Кладбище в Скулянах - Катаев Валентин Петрович 16 стр.


«Доктор, осмотрев, сказал, что нечего тормошить мертвого, так как и без того все ясно. Надо просто написать, что застрелился в припадке острого сумасшествия».

«Услышав это, я запротестовал и стал требовать подробного вскрытия, заявляя, что Горбоконь никогда не был сумасшедшим и застрелился в полном уме, так как не мог снести нанесенного ему оскорбления. Другие офицеры меня поддержали. Доктор, видя, что делать нечего, вскрыл голову Горбоконя; оказалось в полном порядке; вскрыл сердце, живот — все нормально; только, видно, человек был возбужден».

«Затем труп был отдан мне для погребения, так как самоубийца лишен был погребения со священником. Я заказал у полкового столяра гроб, который был через два часа готов».

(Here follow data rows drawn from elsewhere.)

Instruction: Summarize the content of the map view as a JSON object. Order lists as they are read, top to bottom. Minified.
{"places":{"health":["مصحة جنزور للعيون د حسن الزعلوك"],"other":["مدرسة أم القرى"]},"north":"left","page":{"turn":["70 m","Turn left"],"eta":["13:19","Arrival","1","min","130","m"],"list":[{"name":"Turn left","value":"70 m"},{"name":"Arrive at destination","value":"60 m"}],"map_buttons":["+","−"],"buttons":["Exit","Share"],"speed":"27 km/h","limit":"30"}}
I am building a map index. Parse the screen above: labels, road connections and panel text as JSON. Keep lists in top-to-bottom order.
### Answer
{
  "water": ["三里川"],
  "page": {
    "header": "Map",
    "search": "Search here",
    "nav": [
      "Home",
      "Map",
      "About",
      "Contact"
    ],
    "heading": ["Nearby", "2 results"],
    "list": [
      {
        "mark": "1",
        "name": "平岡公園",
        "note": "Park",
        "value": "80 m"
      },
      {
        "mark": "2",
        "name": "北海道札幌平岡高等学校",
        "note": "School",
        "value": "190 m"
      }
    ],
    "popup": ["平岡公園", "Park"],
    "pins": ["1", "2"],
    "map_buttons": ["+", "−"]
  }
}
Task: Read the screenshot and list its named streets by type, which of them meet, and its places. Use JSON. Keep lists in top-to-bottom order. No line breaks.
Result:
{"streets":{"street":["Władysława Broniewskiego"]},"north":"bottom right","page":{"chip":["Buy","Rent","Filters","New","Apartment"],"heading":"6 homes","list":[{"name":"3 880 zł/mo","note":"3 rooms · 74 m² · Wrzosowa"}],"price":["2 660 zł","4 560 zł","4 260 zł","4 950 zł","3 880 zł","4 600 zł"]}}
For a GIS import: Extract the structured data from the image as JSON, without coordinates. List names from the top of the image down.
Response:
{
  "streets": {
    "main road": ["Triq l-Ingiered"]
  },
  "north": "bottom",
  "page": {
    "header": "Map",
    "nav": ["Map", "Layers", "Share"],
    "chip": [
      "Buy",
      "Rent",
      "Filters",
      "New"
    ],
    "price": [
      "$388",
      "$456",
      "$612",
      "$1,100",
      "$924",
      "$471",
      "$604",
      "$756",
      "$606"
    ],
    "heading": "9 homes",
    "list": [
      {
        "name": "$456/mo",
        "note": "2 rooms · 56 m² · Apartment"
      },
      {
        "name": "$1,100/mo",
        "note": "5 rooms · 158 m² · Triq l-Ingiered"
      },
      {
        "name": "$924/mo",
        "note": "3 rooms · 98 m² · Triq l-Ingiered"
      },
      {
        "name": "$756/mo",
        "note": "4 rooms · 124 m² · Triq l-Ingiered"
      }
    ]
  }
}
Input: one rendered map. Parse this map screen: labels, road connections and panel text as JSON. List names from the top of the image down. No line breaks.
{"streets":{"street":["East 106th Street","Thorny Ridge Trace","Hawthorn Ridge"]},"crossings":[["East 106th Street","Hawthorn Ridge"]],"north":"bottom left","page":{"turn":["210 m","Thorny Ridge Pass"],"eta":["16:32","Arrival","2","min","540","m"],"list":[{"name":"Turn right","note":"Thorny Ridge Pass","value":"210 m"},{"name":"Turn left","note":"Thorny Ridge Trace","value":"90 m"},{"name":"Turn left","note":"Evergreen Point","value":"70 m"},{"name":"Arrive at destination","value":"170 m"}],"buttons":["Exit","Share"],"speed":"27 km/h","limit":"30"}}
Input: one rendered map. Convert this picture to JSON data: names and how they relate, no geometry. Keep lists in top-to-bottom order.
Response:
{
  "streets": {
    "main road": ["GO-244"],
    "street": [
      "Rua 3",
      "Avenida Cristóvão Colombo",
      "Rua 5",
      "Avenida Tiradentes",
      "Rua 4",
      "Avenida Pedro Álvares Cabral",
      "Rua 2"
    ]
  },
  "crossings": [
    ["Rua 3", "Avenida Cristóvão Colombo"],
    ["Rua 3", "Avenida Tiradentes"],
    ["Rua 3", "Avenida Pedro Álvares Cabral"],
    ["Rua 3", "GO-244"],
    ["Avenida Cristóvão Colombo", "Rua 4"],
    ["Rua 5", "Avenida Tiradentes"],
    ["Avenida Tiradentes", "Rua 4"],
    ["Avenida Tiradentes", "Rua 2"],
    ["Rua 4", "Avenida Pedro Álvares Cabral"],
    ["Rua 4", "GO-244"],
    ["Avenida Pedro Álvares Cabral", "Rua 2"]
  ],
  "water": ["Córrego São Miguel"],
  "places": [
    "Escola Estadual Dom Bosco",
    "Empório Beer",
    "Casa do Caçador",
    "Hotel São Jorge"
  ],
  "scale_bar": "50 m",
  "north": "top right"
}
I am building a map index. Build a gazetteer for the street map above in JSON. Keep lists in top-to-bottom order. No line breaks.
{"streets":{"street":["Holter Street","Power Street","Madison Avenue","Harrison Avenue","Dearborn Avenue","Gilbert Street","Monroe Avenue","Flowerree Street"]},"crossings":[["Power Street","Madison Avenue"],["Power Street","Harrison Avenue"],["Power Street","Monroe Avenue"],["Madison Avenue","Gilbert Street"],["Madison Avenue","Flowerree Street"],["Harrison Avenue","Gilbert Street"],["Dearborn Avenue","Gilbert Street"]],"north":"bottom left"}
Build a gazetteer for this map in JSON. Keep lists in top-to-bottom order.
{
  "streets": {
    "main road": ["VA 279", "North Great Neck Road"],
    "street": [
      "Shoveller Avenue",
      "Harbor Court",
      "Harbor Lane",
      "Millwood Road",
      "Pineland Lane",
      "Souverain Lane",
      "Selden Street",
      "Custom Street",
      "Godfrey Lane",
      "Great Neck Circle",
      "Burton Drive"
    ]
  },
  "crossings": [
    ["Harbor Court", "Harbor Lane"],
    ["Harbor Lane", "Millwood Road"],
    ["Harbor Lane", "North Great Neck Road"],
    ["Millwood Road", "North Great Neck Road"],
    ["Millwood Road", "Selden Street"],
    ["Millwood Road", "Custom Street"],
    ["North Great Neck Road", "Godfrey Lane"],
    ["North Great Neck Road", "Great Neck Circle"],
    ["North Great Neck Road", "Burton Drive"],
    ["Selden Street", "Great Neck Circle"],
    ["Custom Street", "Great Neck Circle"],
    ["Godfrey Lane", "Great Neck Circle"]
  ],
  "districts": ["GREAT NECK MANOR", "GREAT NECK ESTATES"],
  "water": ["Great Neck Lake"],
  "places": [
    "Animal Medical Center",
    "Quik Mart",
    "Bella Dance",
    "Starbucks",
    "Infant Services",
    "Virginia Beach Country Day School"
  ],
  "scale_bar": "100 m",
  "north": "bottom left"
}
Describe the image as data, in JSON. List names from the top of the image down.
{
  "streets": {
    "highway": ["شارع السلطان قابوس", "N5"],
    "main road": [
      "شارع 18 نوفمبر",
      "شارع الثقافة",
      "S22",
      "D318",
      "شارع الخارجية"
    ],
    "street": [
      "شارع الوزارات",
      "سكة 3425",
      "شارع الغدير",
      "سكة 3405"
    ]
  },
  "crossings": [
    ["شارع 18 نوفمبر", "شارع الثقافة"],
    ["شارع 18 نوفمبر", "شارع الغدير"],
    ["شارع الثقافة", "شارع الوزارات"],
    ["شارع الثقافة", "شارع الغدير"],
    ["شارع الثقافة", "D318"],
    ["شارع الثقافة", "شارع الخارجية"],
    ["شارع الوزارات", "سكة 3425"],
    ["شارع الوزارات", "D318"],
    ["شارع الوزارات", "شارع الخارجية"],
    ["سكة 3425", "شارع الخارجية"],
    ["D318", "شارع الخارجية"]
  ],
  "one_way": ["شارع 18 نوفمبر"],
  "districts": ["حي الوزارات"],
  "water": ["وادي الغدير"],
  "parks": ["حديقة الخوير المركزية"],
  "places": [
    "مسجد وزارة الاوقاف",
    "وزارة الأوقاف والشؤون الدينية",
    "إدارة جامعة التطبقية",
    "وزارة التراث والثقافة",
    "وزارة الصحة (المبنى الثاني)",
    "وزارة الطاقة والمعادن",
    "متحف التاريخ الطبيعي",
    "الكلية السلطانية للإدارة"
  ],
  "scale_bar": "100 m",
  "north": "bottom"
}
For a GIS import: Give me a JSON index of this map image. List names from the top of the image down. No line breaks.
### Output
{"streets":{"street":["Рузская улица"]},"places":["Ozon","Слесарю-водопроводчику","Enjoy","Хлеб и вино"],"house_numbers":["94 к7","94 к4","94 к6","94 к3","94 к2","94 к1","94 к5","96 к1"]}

«Доктор зашил голову Горбоконя, грудь и живот. На него мы с доктором не без труда надели мундир, застегнули и положили в гроб. Трудней всего было сложить ему руки на груди: они уже окоченели. Но все же мы их сложили».

Дедушка не пишет, каков был Горбоконь в гробу, но я вижу его ясно: горбоносое казачье молодое лицо (может быть, горбоносое по ассоциации с фамилией). Русый волнистый чуб, прилипший к высокому красивому лбу. Чуть заметные усики, слегка вьющиеся. Запавшие, закрытые глаза и черта предсмертного мучения, искривившая обескровленные сиреневые губы… И восковой подбородок, подпертый твердым воротником армейского мундира с поднятыми эполетами.

«В первом часу дня при пасмурном небе мы, человек двадцать офицеров 1-й стрелковой роты, подняли гроб на свои плечи и понесли по передней линейке лагеря».

«Дежурные барабанщики били дробь».

«Солдаты, выходя из палаток на переднюю линейку, крестились и кланялись гробу».

«Пронеся таким образом гроб с телом Горбоконя вдоль всего лагеря, мы отправились на дорогу, которая вела из села, где возвышалась башня над могилой какого-то ранее, несколько лет тому назад, застрелившегося доктора».

Как видно, в то время люди часто стрелялись.

«Прибыв к заранее приготовленной могиле, мы прочли молитву, по очереди поцеловали застрелившегося товарища в ледяной лоб, покрыли гроб крышкой, забили крышку гвоздями и спустили в могилу».

«Так умер человек молодой, полный сил и ума, ценимый всеми его знавшими. Мир праху твоему, благородный человек!»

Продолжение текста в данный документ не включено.